DATA SUPPLIED =>
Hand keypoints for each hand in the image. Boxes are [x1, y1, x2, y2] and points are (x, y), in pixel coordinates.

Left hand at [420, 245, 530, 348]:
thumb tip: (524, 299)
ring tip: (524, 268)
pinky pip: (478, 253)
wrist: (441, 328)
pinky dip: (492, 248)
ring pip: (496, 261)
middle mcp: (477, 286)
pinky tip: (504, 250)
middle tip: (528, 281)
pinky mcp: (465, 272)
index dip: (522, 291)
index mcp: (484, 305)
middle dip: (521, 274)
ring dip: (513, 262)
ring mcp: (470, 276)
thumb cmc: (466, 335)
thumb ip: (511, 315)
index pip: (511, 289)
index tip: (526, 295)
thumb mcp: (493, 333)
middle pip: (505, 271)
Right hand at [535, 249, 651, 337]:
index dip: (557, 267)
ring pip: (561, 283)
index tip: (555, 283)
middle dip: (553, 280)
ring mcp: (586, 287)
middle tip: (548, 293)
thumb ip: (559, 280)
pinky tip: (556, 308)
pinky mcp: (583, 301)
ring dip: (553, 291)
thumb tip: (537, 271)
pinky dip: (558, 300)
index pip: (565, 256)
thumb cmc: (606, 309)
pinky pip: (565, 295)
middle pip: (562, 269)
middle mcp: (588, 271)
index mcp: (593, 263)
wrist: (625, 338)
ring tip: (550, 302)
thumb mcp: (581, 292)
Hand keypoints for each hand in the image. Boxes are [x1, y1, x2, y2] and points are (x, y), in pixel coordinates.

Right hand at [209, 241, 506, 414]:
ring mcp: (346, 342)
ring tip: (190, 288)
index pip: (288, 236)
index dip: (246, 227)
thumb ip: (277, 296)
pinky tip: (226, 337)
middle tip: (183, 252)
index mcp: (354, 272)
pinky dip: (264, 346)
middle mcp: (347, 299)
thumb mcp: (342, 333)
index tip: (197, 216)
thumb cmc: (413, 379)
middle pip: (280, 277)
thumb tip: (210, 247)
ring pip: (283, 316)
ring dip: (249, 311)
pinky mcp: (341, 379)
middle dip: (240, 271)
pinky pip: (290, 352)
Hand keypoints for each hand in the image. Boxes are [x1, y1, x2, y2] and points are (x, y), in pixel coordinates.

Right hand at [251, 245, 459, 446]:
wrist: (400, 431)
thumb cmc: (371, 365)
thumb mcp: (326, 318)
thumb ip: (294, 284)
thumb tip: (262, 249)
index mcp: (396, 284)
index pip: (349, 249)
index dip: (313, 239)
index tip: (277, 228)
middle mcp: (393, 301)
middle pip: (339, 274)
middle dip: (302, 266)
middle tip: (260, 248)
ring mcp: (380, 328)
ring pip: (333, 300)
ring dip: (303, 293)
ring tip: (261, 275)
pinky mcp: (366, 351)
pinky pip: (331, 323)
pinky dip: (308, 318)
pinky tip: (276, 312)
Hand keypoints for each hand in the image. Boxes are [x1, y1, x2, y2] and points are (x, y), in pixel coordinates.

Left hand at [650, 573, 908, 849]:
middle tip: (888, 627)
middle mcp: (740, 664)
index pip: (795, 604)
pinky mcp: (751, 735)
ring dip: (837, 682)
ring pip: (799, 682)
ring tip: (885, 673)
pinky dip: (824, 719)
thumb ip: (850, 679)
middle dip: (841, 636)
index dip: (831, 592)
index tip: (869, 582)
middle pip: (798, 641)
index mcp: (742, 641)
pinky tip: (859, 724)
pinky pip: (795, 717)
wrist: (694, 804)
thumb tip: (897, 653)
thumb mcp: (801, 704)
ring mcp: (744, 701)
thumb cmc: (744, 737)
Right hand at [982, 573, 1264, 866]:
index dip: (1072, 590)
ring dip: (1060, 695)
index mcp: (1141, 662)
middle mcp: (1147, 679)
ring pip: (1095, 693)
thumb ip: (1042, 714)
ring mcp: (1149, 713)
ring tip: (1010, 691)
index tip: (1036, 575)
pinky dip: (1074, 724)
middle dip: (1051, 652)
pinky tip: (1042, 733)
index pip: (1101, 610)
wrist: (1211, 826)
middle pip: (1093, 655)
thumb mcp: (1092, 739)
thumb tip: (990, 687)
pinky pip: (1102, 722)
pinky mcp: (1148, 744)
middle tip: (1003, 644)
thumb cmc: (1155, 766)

...

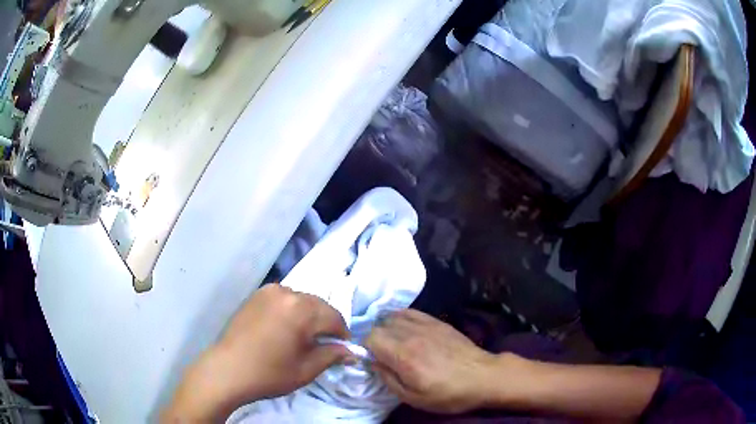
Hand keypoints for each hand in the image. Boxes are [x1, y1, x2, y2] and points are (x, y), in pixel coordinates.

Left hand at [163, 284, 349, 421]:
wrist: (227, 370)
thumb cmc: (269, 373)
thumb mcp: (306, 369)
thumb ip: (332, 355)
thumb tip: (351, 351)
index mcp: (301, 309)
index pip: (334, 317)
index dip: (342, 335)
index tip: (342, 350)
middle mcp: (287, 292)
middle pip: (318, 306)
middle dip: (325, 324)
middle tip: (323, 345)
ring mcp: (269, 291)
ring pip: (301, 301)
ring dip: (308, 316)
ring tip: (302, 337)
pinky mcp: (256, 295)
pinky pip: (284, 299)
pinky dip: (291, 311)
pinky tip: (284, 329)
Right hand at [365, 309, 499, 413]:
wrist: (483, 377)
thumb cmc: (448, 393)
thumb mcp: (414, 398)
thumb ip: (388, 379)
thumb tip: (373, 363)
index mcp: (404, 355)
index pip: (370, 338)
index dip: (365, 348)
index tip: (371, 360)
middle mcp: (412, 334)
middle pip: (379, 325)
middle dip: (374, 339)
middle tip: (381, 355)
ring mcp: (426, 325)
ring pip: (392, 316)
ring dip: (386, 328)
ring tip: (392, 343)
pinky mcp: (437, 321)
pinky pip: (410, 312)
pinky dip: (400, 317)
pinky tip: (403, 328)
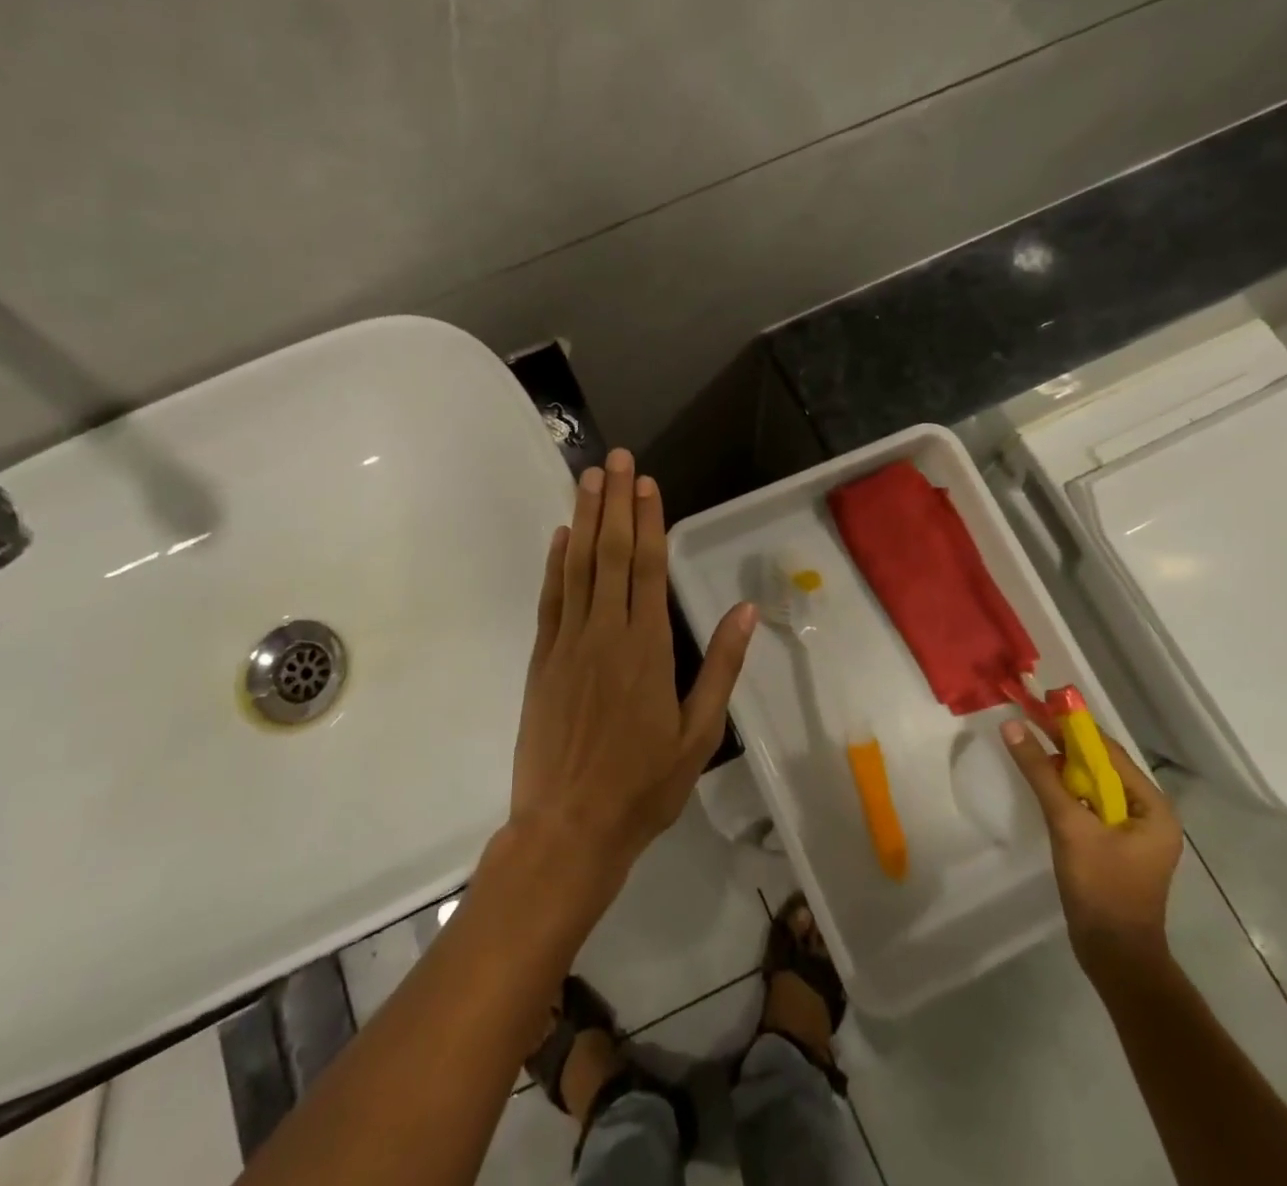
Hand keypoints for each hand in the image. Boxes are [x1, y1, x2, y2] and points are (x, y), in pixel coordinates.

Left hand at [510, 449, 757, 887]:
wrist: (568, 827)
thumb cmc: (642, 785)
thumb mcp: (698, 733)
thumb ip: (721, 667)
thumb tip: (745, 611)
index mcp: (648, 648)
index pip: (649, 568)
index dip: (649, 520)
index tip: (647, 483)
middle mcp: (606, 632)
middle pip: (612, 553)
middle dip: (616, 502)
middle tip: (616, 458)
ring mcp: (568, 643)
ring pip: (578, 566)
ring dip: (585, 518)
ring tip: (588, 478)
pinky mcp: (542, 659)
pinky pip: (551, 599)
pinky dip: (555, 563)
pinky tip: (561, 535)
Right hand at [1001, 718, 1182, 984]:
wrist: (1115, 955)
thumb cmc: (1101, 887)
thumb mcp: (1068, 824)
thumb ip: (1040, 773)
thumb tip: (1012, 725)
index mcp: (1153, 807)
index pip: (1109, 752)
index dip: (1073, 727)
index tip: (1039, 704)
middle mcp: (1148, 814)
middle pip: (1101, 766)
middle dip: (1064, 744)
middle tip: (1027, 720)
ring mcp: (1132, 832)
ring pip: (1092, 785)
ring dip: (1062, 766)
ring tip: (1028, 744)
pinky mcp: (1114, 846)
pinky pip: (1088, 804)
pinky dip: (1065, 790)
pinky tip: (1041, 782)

EXERCISE DESCRIPTION =>
Please, from the entries above, set down exactly the lines from the one containing "index dip: (557, 267)" through the one containing "index pip: (565, 256)", and only those.

FINISHED EXERCISE =>
index dip: (557, 267)
ring pip: (561, 283)
index tip: (555, 283)
middle dip: (553, 280)
ring mcp: (586, 287)
middle tip: (548, 293)
thumb ip: (559, 280)
pinky tip: (556, 308)
pinky mcp: (583, 301)
ring dip: (553, 291)
thumb tip: (537, 271)
pinky dip: (558, 300)
index pip: (565, 256)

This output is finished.